#### Exercise prompt:
Retype, without any change, the first line of the records and every line after it through the one containing "newpath 0 360".

*** Records for this task ***

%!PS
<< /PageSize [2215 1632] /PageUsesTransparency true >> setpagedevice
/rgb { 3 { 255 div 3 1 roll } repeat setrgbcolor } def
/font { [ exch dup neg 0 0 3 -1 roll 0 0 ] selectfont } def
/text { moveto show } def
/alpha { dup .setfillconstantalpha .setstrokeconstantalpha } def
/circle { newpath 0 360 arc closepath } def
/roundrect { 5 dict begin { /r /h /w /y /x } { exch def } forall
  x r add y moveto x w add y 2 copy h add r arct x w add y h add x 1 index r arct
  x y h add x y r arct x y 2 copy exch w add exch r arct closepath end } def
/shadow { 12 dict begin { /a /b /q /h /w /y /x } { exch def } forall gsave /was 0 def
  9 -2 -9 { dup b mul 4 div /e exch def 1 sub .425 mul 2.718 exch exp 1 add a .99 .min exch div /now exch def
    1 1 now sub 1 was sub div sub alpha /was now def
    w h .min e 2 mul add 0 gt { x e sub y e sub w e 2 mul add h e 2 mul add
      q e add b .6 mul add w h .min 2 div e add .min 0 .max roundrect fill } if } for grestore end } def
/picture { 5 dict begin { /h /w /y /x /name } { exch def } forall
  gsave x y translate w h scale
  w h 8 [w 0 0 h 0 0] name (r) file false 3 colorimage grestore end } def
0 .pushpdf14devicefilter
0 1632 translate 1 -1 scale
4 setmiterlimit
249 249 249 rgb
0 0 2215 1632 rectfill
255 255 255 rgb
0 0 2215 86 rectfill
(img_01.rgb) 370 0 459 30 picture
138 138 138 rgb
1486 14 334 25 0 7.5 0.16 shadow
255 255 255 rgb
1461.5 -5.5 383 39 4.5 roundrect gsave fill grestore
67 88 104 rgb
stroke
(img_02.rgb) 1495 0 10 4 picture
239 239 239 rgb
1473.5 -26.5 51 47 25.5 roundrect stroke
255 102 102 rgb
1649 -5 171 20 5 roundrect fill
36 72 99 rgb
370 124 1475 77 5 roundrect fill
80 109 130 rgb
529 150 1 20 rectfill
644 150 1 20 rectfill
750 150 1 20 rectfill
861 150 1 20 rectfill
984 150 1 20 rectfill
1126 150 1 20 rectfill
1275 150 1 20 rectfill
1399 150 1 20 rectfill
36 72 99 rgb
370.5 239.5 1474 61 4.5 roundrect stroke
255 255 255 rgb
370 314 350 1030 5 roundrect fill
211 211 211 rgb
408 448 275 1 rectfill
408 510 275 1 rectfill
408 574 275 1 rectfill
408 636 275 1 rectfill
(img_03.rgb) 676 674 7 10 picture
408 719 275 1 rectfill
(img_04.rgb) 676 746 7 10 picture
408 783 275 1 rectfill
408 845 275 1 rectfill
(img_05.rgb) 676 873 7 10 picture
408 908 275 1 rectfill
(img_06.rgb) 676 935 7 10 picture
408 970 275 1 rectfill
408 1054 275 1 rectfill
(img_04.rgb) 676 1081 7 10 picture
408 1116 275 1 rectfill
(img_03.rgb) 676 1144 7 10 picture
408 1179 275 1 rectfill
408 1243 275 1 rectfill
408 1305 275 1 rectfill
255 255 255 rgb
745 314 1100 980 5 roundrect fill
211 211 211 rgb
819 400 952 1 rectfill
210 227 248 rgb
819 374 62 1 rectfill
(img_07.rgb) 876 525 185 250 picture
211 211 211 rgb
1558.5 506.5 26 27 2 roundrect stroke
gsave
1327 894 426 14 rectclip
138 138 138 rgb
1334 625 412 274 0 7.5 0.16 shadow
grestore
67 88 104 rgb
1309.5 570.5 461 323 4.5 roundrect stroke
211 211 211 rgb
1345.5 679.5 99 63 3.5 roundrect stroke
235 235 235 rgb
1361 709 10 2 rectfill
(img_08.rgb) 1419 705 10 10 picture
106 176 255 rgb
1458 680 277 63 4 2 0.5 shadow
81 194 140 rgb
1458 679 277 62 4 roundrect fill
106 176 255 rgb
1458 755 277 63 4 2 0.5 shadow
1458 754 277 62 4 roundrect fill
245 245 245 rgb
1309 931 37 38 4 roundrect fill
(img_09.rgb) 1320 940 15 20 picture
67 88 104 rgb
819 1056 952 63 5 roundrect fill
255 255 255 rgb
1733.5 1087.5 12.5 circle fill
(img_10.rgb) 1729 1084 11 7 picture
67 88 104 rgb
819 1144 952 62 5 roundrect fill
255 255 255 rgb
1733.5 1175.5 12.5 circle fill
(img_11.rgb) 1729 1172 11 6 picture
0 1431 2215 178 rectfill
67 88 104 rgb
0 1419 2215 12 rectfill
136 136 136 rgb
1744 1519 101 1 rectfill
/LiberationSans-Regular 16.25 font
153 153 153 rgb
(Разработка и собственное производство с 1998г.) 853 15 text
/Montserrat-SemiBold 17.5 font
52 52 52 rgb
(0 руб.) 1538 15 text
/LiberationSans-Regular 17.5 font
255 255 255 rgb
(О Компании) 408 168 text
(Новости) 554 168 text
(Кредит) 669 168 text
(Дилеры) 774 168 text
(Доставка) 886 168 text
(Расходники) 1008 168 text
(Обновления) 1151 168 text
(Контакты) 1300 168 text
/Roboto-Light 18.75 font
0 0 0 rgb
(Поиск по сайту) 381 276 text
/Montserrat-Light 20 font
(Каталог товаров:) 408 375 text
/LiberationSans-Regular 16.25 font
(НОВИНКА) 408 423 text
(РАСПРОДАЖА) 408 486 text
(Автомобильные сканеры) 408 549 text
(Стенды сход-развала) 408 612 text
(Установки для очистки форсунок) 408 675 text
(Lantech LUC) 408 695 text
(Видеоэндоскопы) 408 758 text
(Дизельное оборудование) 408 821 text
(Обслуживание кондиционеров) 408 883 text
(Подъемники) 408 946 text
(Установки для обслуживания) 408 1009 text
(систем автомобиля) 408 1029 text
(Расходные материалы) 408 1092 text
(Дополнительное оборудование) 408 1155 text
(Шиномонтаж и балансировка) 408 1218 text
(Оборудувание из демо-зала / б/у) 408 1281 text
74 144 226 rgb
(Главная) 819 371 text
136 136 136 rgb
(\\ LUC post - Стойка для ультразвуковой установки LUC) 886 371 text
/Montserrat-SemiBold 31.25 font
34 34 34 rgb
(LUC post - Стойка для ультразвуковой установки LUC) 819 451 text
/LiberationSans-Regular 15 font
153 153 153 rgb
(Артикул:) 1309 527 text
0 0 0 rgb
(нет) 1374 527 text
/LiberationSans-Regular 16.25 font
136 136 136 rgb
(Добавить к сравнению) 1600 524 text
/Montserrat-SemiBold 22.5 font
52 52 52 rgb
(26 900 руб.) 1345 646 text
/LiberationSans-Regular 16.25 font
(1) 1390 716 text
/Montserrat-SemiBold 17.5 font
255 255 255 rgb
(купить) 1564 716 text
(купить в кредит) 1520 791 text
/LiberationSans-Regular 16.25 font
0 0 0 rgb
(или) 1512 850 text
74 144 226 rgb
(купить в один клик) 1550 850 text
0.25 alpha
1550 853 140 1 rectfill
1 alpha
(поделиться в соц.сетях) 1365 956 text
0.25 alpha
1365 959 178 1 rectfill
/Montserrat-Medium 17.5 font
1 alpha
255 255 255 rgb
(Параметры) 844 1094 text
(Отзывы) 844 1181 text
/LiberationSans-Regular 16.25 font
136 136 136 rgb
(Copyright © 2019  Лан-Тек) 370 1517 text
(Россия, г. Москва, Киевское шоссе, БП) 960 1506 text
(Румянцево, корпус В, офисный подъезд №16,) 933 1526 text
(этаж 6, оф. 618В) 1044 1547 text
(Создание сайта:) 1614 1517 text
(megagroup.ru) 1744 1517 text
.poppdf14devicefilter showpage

***

#### Response:
%!PS
<< /PageSize [2215 1632] /PageUsesTransparency true >> setpagedevice
/rgb { 3 { 255 div 3 1 roll } repeat setrgbcolor } def
/font { [ exch dup neg 0 0 3 -1 roll 0 0 ] selectfont } def
/text { moveto show } def
/alpha { dup .setfillconstantalpha .setstrokeconstantalpha } def
/circle { newpath 0 360 arc closepath } def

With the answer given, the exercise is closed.